Origin of the High‐Rate Energy Storage for Vacancy‐Rich Chalcogenides: Reinforced d‐p Orbital Hybridization Induced by Strain Field

Abstract The atomic‐level structure manipulation toward transition metal chalcogenides (TMCs) is a promising route to promote the kinetics and rate capability in hybrid supercapacitors (HSCs). Nevertheless, the mechanism of such a strategy remains ambiguous, which inhibits the rational design of cathodes.
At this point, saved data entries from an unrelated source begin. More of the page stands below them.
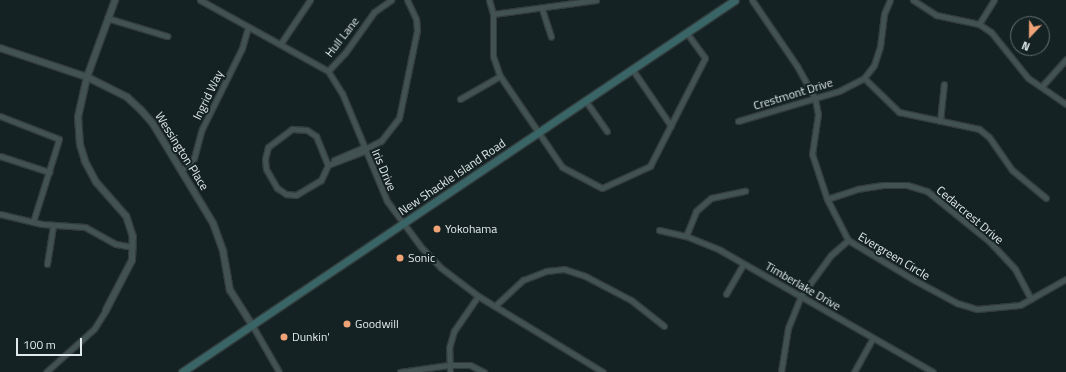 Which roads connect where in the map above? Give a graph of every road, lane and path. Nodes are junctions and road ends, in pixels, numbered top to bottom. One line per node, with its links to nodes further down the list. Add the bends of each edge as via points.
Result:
1 (115, 0): 15 (street)
2 (200, 0): 17 (street, Iris Drive)
3 (310, 0): 21 (street)
4 (391, 0): 25 (street, Hull Lane, via 374,12 345,53)
5 (407, 0): 41 (street, via 416,19 417,30 399,118 381,141)
6 (489, 0): 14 (street)
7 (596, 0): 13 (street)
8 (735, 0): 18 (main road, New Shackle Island Road)
9 (752, 0): 32 (street, Evergreen Circle, via 797,66)
10 (890, 0): 28 (street, via 884,14 880,47 874,64)
11 (913, 0): 16 (street, via 936,15)
12 (994, 0): 16 (street)
13 (542, 10): 14 (street); 20 (street)
14 (492, 14): 26 (street, via 493,56)
15 (107, 18): 19 (street); 27 (street)
16 (979, 24): 30 (street, via 995,36 1028,78)
17 (248, 27): 21 (street, Iris Drive); 44 (street, Ingrid Way, via 242,48 202,129 194,158)
18 (686, 32): 24 (main road, New Shackle Island Road); 38 (street, via 705,58)
19 (167, 36)
20 (551, 38)
21 (281, 43): 25 (street, Iris Drive)
22 (0, 48): 27 (street, Wessington Place)
23 (1066, 59): 30 (street)
24 (632, 69): 33 (main road, New Shackle Island Road); 38 (street)
25 (328, 71): 41 (street, Iris Drive, via 342,93)
26 (500, 76): 31 (street); 40 (street)
27 (87, 77): 44 (street, Wessington Place, via 127,97 141,110); 56 (street, via 78,117 80,145 96,182 126,216)
28 (864, 78): 32 (street, Crestmont Drive); 37 (street, via 899,112)
29 (944, 84): 37 (street)
30 (1042, 86): 34 (street)
31 (460, 99)
32 (815, 99): 36 (street, Crestmont Drive); 48 (street, Evergreen Circle, via 818,114 812,154)
33 (585, 100): 39 (street); 40 (main road, New Shackle Island Road)
34 (1066, 104)
35 (0, 116): 45 (street, via 57,136 58,142)
36 (738, 121)
37 (940, 121): 47 (street, via 979,129 989,137 1012,170)
38 (671, 126): 40 (street, via 650,166 602,188 562,167)
39 (607, 130)
40 (538, 132): 52 (main road, New Shackle Island Road)
41 (365, 149): 43 (street); 52 (street, Iris Drive, via 387,201)
42 (0, 156): 45 (street)
43 (328, 164): 43 (street, via 317,184 303,193 291,195 277,188 266,169 265,159 268,148 275,140 292,129 299,129 316,136)
44 (182, 170): 66 (street, Wessington Place, via 213,224 223,251 230,290)
45 (49, 172): 50 (street)
46 (745, 191): 54 (street, via 711,198 696,211)
47 (1046, 198)
48 (827, 199): 55 (street, Evergreen Circle); 63 (street, Cedarcrest Drive, via 857,189 883,185 907,185 927,191 989,241 1015,269)
49 (0, 214): 50 (street)
50 (33, 222): 51 (street)
51 (53, 225): 56 (street, via 85,227 116,244); 57 (street)
52 (402, 225): 61 (street, Iris Drive, via 440,267); 66 (main road, New Shackle Island Road)
53 (659, 230): 54 (street, Timberlake Drive)
54 (686, 236): 58 (street, Timberlake Drive)
55 (848, 240): 62 (street, via 832,254); 63 (street, Evergreen Circle, via 873,257 957,303 977,309 994,309 1020,305)
56 (133, 247): 65 (street, via 132,260)
57 (47, 264)
58 (743, 264): 60 (street); 62 (street, Timberlake Drive)
59 (1066, 279): 63 (street, Evergreen Circle)
60 (726, 294)
61 (478, 296): 64 (street, Iris Drive); 69 (street, via 454,331 449,348)
62 (801, 296): 68 (street, Timberlake Drive); 77 (street, via 788,328)
63 (1031, 299)
64 (496, 305): 67 (street, via 523,280 546,271 564,269 585,276 631,300); 76 (street, Iris Drive)
65 (106, 310): 70 (street, via 94,329)
66 (252, 325): 71 (main road, New Shackle Island Road); 72 (street)
67 (664, 326)
68 (873, 338): 78 (street); 79 (street, Timberlake Drive)
69 (449, 365): 73 (street); 74 (street); 75 (street, via 470,365)
70 (46, 372)
71 (182, 372)
72 (279, 372)
73 (400, 372)
74 (450, 372)
75 (484, 372)
76 (604, 372)
77 (781, 372)
78 (854, 372)
79 (933, 372) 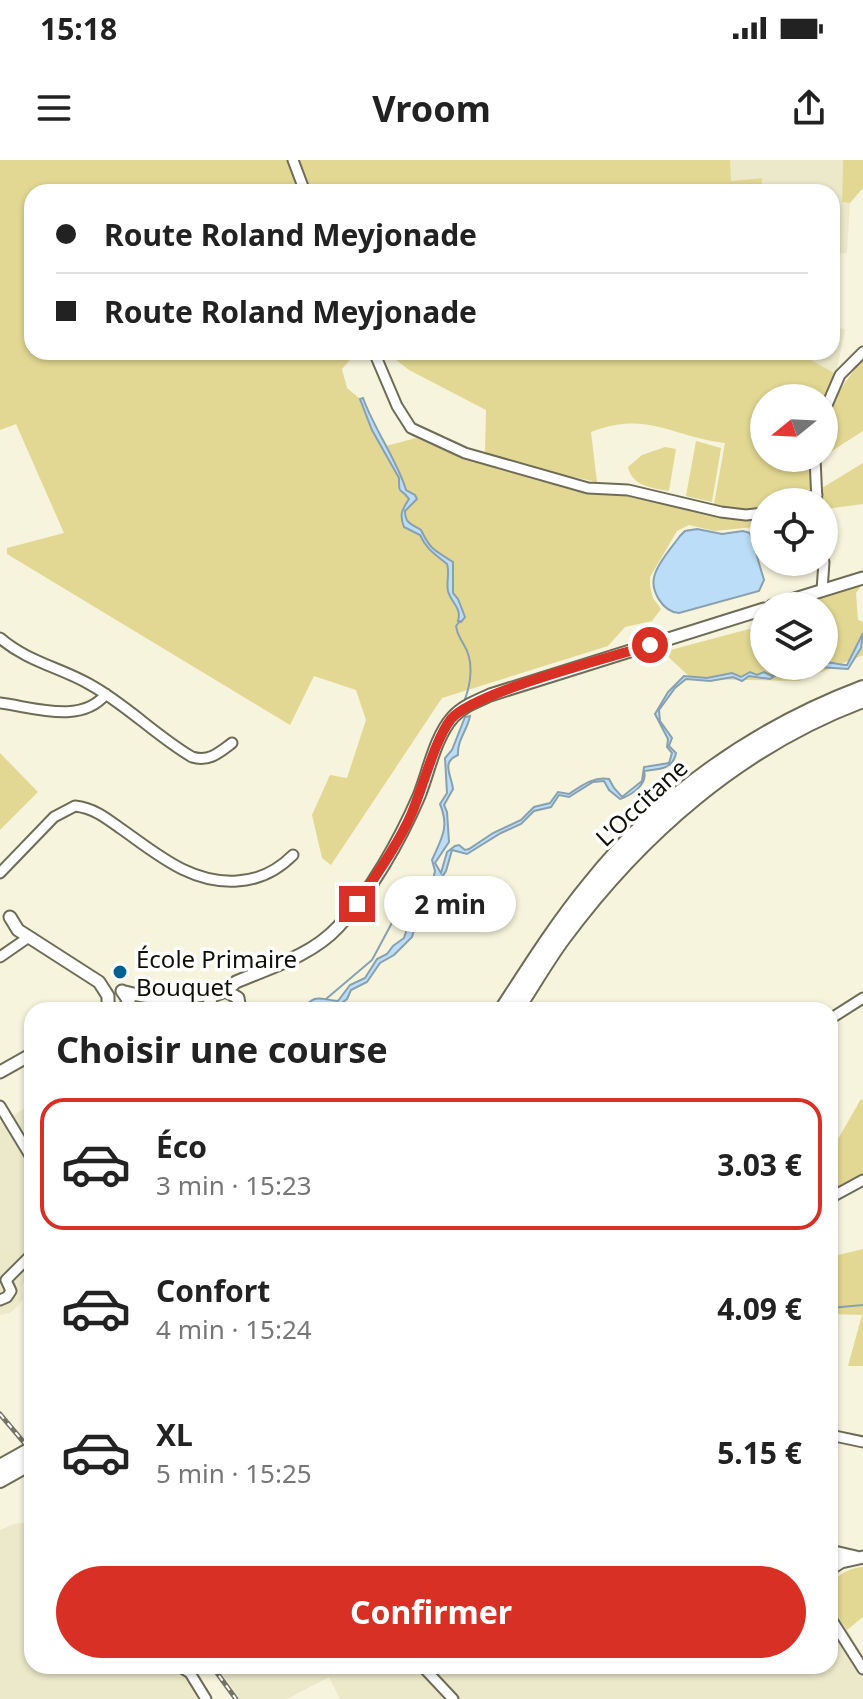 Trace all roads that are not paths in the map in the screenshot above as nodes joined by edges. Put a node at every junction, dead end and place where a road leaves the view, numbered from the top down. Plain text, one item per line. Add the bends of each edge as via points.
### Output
1 (293, 160) edge
2 (302, 184) edge
3 (863, 352) edge
4 (377, 360) edge
5 (836, 384) edge
6 (750, 515) edge
7 (823, 576) edge
8 (863, 578) edge
9 (822, 590) junction
10 (816, 592) edge
11 (750, 613) edge
12 (0, 638) edge
13 (863, 688) edge
14 (106, 694) junction
15 (863, 700) edge
16 (0, 703) edge
17 (232, 743) dead end
18 (293, 855) dead end
19 (0, 873) edge
20 (5, 914) edge
21 (18, 930) junction
22 (32, 938) junction
23 (14, 949) junction
24 (55, 951) junction
25 (0, 957) edge
26 (254, 975) junction
27 (221, 992) junction
28 (182, 997) junction
29 (863, 998) edge
30 (112, 1000) edge
31 (142, 1000) junction
32 (138, 1002) edge
33 (192, 1002) edge
34 (209, 1002) edge
35 (238, 1002) edge
36 (241, 1002) edge
37 (507, 1002) edge
38 (521, 1002) edge
39 (838, 1014) edge
40 (24, 1058) edge
41 (0, 1072) edge
42 (0, 1106) edge
43 (24, 1146) edge
44 (863, 1180) edge
45 (838, 1194) edge
46 (24, 1261) edge
47 (3, 1279) edge
48 (0, 1300) edge
49 (838, 1437) edge
50 (863, 1442) edge
51 (24, 1450) edge
52 (24, 1452) edge
53 (0, 1459) edge
54 (24, 1466) edge
55 (0, 1467) edge
56 (0, 1480) edge
57 (838, 1553) edge
58 (860, 1557) edge
59 (838, 1564) edge
60 (838, 1630) edge
61 (863, 1669) edge
62 (187, 1674) edge
63 (191, 1674) edge
64 (430, 1674) edge
65 (200, 1699) edge
66 (206, 1699) edge
67 (453, 1699) edge

1 - 2 street
3 - 5 street
4 - 6 street via 411,428 465,453 588,488 628,490
7 - 9 street
8 - 9 main road
9 - 10 main road
11 - 26 main road via 490,695 462,709 444,730 396,844 357,904 311,949
12 - 14 street via 36,662
13 - 37 highway, L'Occitane via 782,722 713,767 656,814 589,884
14 - 16 street via 90,707 67,713
14 - 17 street via 192,757 209,758
15 - 38 highway, L'Occitane via 746,760 669,819 599,891
18 - 19 street via 269,874 212,881 185,871 98,812 75,806 54,817
20 - 21 main road
20 - 24 main road
21 - 22 main road
21 - 23 street
22 - 23 street
22 - 24 main road
23 - 25 street
24 - 30 main road via 99,982
26 - 27 main road
26 - 36 main road via 242,990
27 - 28 main road
27 - 34 main road
27 - 35 main road via 234,995
28 - 31 main road
28 - 33 main road
29 - 39 street
30 - 31 main road
31 - 32 main road
40 - 41 main road
42 - 43 street
44 - 45 street
46 - 47 street
47 - 48 street via 11,1291
49 - 50 street
51 - 53 highway
52 - 55 highway
54 - 56 highway
57 - 58 main road
58 - 59 main road
60 - 61 street
62 - 65 street
63 - 66 street
64 - 67 street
Herein, the d‐p orbital hybridization descriptor induced by the strain field is proposed to substantially decipher the high‐rate property of the sulfur vacancy‐rich CoNi 2 S 4 . The concentrative atomic tensile strain obviously reduces Co‐d orbital energy level and elevates its d‐band center, then specifically boosts the degree of orbital hybridization owing to the formation of stronger σ bonds, further facilitating the charge transfer and fast redox kinetics. Thus, the constructed CoNi 2 S 4 with tailored sulfur vacancies (M SV ‐CoNi 2 S 4 ) delivers a large capacity of 352.8 mAh g −1 at 1 A g −1 and an exceptional rate capability with 244.4 mAh g −1 even at 200 A g −1 , which is four times higher than the maximum tested current density of previously reported TMCs. A fabricated HSC also presents superior energy/power density of 58.1 Wh kg −1 /13 kW kg −1 , and outstanding durability (94.1% capacity retention after 10 000 cycles). Such a fundamental understanding of the high rate from electronic structure optimization aspects provides an ingenious perspective to develop desired cathodes.